Data records
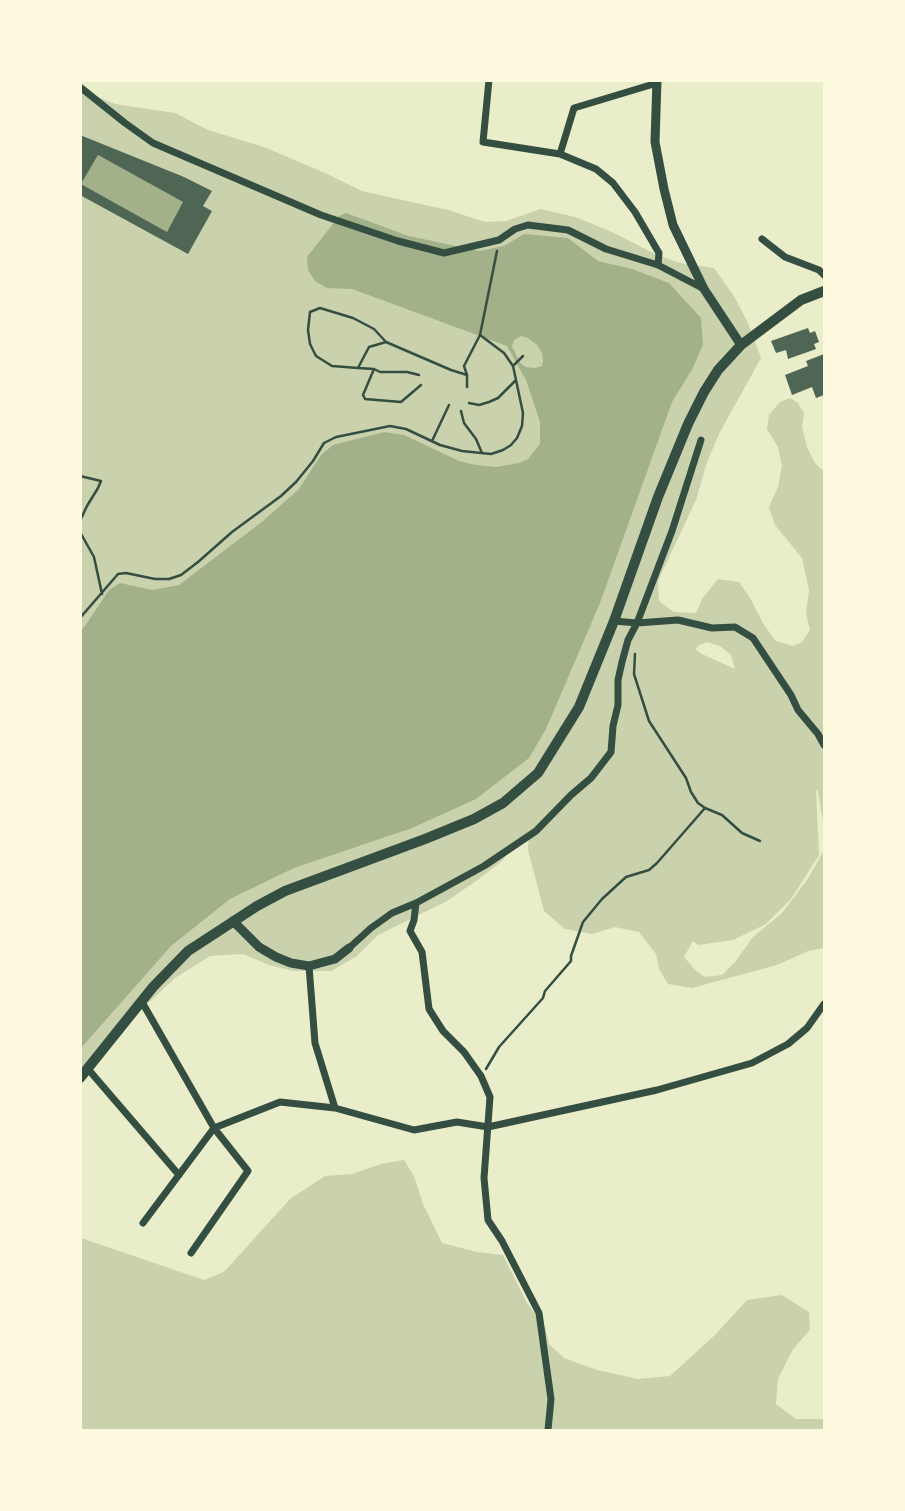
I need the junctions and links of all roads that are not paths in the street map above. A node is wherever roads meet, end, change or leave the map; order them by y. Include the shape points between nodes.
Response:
1 (489, 80) edge
2 (657, 81) edge
3 (80, 87) edge
4 (560, 154) junction
5 (762, 239) dead end
6 (659, 265) junction
7 (824, 275) edge
8 (704, 289) junction
9 (824, 291) edge
10 (740, 345) junction
11 (701, 440) dead end
12 (614, 621) junction
13 (637, 623) junction
14 (824, 745) edge
15 (416, 903) junction
16 (233, 922) junction
17 (349, 948) joint
18 (309, 967) junction
19 (142, 1002) junction
20 (824, 1004) edge
21 (88, 1069) junction
22 (80, 1078) edge
23 (335, 1108) junction
24 (488, 1127) junction
25 (214, 1128) junction
26 (179, 1175) junction
27 (143, 1223) dead end
28 (191, 1253) dead end
29 (548, 1430) edge

1 - 4 street via 483,142
2 - 4 street via 574,108
2 - 8 street via 655,142 664,189 673,225
3 - 6 street via 153,143 321,215 397,242 443,253 499,240 527,226 568,230 606,249
4 - 6 street via 596,169 612,183 659,253
5 - 7 street via 785,257
6 - 8 street
8 - 10 street
9 - 10 main road via 801,300
10 - 12 main road via 704,392 688,424
11 - 13 street
12 - 13 street
12 - 16 main road via 579,708 538,772 503,803 425,839 285,891
13 - 14 street via 678,620 712,628 735,627 753,638
13 - 15 street via 618,680 611,752 602,765 536,831
15 - 17 street via 391,913
15 - 24 street via 410,931 422,952 429,1009 481,1076 490,1097
16 - 18 street via 259,947
16 - 19 main road via 188,951
17 - 18 street via 335,959
18 - 23 street via 315,1043
19 - 21 main road
19 - 25 street
20 - 24 street via 788,1044 752,1063 657,1090
21 - 22 main road
21 - 26 street
23 - 24 street via 414,1130 457,1122
23 - 25 street via 280,1102
24 - 29 street via 484,1178 488,1220 539,1313 551,1399
25 - 26 street
25 - 28 street via 248,1171
26 - 27 street

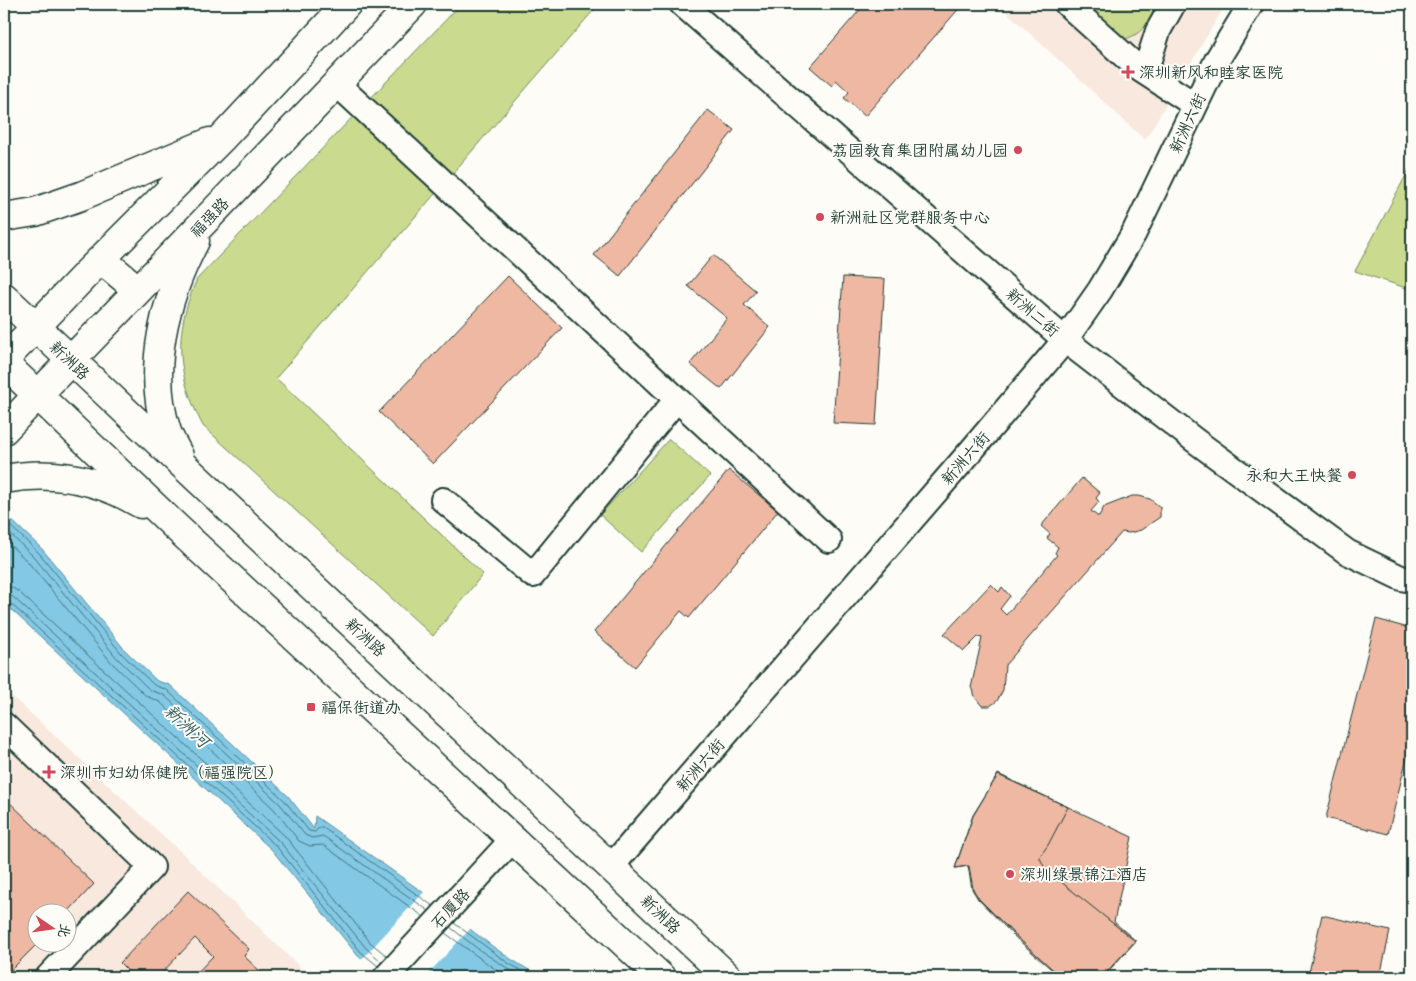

→ The task
Word for word, set down each record shown above, omitting the pictures.

→ Answer for the task
I need the junctions and links of all roads that are not paths in the street map above. A node is wherever roads meet, end, change or leave the map; order them by y. Include the shape points between nodes.
Response:
1 (489, 80) edge
2 (657, 81) edge
3 (80, 87) edge
4 (560, 154) junction
5 (762, 239) dead end
6 (659, 265) junction
7 (824, 275) edge
8 (704, 289) junction
9 (824, 291) edge
10 (740, 345) junction
11 (701, 440) dead end
12 (614, 621) junction
13 (637, 623) junction
14 (824, 745) edge
15 (416, 903) junction
16 (233, 922) junction
17 (349, 948) joint
18 (309, 967) junction
19 (142, 1002) junction
20 (824, 1004) edge
21 (88, 1069) junction
22 (80, 1078) edge
23 (335, 1108) junction
24 (488, 1127) junction
25 (214, 1128) junction
26 (179, 1175) junction
27 (143, 1223) dead end
28 (191, 1253) dead end
29 (548, 1430) edge

1 - 4 street via 483,142
2 - 4 street via 574,108
2 - 8 street via 655,142 664,189 673,225
3 - 6 street via 153,143 321,215 397,242 443,253 499,240 527,226 568,230 606,249
4 - 6 street via 596,169 612,183 659,253
5 - 7 street via 785,257
6 - 8 street
8 - 10 street
9 - 10 main road via 801,300
10 - 12 main road via 704,392 688,424
11 - 13 street
12 - 13 street
12 - 16 main road via 579,708 538,772 503,803 425,839 285,891
13 - 14 street via 678,620 712,628 735,627 753,638
13 - 15 street via 618,680 611,752 602,765 536,831
15 - 17 street via 391,913
15 - 24 street via 410,931 422,952 429,1009 481,1076 490,1097
16 - 18 street via 259,947
16 - 19 main road via 188,951
17 - 18 street via 335,959
18 - 23 street via 315,1043
19 - 21 main road
19 - 25 street
20 - 24 street via 788,1044 752,1063 657,1090
21 - 22 main road
21 - 26 street
23 - 24 street via 414,1130 457,1122
23 - 25 street via 280,1102
24 - 29 street via 484,1178 488,1220 539,1313 551,1399
25 - 26 street
25 - 28 street via 248,1171
26 - 27 street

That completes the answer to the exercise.